Alexandre Pintchouk a été battu si sauvagement que lorsque les trois détenus ont été transférés dans
un bunker où ils ont été retenus quatre jours supplémentaires, personne ne l’a touché « parce qu’il
était déjà tellement mal en point », d’après son codétenu Igor Bedny.
Cinq jours après leur capture, les trois hommes ont été emmenés en voiture puis relâchés au bout de
20 minutes. Leur véhicule, leurs téléphones et leurs passeports, que les miliciens avaient déchirés,
leur ont alors été rendus. Ils ont découvert qu’ils étaient dans la ville de Semenovka, près de Sloviansk.

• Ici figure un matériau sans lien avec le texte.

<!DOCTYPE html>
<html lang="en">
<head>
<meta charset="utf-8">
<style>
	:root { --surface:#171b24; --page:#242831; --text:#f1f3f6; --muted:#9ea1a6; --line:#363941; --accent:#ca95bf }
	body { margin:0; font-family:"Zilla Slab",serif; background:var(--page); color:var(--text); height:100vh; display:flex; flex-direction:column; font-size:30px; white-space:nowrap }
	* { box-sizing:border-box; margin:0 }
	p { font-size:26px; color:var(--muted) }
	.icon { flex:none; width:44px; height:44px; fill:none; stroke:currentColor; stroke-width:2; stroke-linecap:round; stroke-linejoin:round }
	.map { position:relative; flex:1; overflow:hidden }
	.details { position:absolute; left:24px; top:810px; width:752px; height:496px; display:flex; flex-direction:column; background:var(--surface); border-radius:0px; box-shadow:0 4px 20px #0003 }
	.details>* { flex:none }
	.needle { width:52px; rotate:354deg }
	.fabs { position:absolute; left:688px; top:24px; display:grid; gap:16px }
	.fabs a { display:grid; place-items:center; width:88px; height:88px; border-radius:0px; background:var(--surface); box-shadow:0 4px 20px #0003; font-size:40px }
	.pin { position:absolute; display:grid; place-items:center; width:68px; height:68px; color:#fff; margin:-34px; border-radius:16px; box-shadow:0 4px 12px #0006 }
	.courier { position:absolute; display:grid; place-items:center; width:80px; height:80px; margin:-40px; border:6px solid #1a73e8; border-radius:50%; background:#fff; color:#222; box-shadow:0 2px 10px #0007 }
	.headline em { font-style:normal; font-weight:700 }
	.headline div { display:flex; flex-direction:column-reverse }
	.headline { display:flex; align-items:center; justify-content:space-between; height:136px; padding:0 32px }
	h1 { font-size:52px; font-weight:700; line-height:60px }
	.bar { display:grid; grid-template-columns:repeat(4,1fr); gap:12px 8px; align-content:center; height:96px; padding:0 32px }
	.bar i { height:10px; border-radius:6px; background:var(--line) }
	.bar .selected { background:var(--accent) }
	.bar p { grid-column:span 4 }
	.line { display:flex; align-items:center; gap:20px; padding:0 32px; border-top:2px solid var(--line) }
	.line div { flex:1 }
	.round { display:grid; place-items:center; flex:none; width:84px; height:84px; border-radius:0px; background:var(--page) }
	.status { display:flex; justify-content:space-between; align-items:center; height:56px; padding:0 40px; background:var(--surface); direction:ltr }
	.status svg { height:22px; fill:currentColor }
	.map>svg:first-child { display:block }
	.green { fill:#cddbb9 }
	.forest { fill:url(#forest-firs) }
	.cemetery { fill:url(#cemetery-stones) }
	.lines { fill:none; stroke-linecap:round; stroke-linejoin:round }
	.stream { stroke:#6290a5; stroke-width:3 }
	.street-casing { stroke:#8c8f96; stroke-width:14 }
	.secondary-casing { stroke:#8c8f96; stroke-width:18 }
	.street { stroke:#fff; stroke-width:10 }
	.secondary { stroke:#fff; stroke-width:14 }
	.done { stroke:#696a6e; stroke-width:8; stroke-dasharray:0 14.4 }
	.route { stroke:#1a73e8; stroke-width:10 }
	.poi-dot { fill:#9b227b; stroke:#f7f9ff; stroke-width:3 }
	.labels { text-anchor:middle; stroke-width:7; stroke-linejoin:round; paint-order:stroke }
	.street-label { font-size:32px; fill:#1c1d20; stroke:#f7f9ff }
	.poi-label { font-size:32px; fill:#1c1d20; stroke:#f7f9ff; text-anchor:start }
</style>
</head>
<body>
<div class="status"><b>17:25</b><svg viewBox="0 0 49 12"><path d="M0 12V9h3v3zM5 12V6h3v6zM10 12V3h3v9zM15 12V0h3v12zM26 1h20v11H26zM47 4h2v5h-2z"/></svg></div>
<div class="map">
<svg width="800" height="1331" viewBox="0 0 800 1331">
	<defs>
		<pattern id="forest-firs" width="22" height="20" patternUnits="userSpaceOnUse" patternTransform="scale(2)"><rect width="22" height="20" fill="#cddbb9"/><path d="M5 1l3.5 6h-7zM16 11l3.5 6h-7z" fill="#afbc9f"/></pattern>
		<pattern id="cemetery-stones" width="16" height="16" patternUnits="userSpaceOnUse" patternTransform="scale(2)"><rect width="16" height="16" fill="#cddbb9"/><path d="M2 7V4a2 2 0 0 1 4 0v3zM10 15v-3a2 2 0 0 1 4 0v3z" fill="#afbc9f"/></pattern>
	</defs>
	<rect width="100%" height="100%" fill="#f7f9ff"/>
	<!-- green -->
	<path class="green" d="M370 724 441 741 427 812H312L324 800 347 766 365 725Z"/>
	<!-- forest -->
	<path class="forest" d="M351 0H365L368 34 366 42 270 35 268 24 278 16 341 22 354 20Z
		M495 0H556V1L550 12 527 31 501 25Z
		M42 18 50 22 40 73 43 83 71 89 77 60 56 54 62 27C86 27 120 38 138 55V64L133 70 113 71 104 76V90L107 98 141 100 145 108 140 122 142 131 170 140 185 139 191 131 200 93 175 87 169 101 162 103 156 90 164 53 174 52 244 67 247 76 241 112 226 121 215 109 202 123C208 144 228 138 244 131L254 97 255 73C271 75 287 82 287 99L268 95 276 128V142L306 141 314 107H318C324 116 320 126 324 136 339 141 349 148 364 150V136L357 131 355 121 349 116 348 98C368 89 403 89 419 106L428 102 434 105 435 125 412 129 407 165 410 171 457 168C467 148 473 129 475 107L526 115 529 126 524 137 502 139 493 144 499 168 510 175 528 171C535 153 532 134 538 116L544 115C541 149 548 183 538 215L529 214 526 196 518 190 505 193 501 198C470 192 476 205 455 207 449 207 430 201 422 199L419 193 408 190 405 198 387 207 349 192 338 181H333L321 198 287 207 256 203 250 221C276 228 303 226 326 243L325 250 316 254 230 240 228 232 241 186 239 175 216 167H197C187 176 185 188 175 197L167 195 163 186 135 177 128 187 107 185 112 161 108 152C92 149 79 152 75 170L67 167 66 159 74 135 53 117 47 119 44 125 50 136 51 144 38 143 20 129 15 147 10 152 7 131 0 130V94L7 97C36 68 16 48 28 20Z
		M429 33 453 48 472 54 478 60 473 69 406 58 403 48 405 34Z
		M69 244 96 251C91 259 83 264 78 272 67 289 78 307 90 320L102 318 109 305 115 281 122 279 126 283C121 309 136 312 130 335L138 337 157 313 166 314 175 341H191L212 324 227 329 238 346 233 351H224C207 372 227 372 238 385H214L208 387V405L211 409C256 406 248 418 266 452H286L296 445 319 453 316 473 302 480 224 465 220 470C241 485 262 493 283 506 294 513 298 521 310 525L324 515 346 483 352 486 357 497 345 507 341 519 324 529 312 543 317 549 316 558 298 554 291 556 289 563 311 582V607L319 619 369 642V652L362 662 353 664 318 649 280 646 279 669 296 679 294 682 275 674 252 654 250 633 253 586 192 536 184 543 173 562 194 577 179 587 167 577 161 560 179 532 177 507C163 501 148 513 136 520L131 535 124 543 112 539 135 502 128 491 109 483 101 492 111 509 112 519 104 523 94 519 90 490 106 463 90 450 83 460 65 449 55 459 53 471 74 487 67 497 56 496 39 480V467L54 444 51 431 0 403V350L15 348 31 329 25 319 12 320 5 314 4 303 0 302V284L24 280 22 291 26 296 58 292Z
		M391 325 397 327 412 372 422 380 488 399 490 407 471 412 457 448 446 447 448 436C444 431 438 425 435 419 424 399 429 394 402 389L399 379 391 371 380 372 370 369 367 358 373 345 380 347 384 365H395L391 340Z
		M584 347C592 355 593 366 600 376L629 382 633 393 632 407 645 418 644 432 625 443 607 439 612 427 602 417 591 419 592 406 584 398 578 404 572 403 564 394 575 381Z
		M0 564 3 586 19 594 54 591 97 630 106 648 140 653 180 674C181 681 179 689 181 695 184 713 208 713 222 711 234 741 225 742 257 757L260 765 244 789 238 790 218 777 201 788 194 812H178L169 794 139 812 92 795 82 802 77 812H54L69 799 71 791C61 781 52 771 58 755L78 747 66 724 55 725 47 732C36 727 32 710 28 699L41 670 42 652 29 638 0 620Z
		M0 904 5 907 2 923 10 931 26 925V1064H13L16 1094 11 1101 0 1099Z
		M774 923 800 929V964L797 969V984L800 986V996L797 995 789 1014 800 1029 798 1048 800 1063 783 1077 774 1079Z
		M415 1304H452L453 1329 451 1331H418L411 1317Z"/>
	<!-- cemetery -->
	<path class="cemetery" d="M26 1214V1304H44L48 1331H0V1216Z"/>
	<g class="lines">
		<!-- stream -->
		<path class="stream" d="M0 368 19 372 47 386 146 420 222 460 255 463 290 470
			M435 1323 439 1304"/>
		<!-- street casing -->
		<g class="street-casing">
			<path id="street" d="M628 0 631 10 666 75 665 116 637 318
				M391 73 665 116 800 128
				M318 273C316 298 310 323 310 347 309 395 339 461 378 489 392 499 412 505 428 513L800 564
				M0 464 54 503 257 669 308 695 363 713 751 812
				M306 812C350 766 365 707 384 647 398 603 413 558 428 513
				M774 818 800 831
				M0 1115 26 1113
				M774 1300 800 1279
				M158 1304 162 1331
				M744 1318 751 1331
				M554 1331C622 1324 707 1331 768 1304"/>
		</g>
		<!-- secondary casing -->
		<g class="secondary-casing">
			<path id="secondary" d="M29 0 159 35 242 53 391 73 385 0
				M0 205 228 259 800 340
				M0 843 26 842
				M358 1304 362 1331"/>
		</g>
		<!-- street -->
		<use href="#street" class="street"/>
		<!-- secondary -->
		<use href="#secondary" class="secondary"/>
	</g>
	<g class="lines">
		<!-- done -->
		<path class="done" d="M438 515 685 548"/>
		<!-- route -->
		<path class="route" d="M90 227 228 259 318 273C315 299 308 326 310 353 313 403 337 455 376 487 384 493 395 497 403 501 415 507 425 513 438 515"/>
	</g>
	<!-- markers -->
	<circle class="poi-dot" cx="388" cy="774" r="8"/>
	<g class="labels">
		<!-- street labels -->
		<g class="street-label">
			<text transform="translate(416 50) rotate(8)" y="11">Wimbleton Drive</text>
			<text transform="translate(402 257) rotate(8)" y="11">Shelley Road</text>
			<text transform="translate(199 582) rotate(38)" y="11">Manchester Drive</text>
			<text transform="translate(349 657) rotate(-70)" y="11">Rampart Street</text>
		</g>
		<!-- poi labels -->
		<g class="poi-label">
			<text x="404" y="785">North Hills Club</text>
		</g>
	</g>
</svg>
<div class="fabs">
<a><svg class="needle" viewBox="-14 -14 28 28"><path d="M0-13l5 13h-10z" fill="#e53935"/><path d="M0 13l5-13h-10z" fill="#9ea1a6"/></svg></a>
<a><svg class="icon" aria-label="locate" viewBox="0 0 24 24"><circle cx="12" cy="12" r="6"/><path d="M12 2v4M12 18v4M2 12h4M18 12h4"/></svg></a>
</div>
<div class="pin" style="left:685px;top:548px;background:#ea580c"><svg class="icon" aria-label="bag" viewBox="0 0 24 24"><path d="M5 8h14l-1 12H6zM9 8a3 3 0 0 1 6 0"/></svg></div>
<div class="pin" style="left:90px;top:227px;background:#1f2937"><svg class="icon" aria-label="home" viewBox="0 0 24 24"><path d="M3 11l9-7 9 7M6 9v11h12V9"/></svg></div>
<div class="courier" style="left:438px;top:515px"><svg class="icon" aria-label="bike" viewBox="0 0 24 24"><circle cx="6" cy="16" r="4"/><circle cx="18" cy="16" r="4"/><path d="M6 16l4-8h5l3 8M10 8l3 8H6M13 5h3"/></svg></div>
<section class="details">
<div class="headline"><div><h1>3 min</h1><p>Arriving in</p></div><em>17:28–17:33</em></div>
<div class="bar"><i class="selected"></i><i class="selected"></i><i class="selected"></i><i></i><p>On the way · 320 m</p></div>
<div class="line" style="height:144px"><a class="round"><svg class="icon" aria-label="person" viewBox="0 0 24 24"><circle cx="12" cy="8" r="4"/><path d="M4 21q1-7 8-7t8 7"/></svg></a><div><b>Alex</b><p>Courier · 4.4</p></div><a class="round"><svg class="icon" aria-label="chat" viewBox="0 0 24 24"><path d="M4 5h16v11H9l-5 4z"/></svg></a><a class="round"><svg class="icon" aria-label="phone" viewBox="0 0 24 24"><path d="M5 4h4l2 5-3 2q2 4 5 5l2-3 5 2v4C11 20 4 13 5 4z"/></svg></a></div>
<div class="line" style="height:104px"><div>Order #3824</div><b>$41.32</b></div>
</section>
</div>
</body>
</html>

Quand ils sont rentrés à Donetsk, ils se sont immédiatement rendus à l’hôpital ; Alexandre Pintchouk y
a passé près de trois semaines à se remettre de ses blessures.
Le médecin qui l’a soigné a dit à Amnesty International que l’ancien prisonnier était dans un état très
grave et présentait notamment une dangereuse lésion au cerveau quand il est arrivé, et qu’il aurait pu
mourir s’il n’avait pas immédiatement reçu des soins.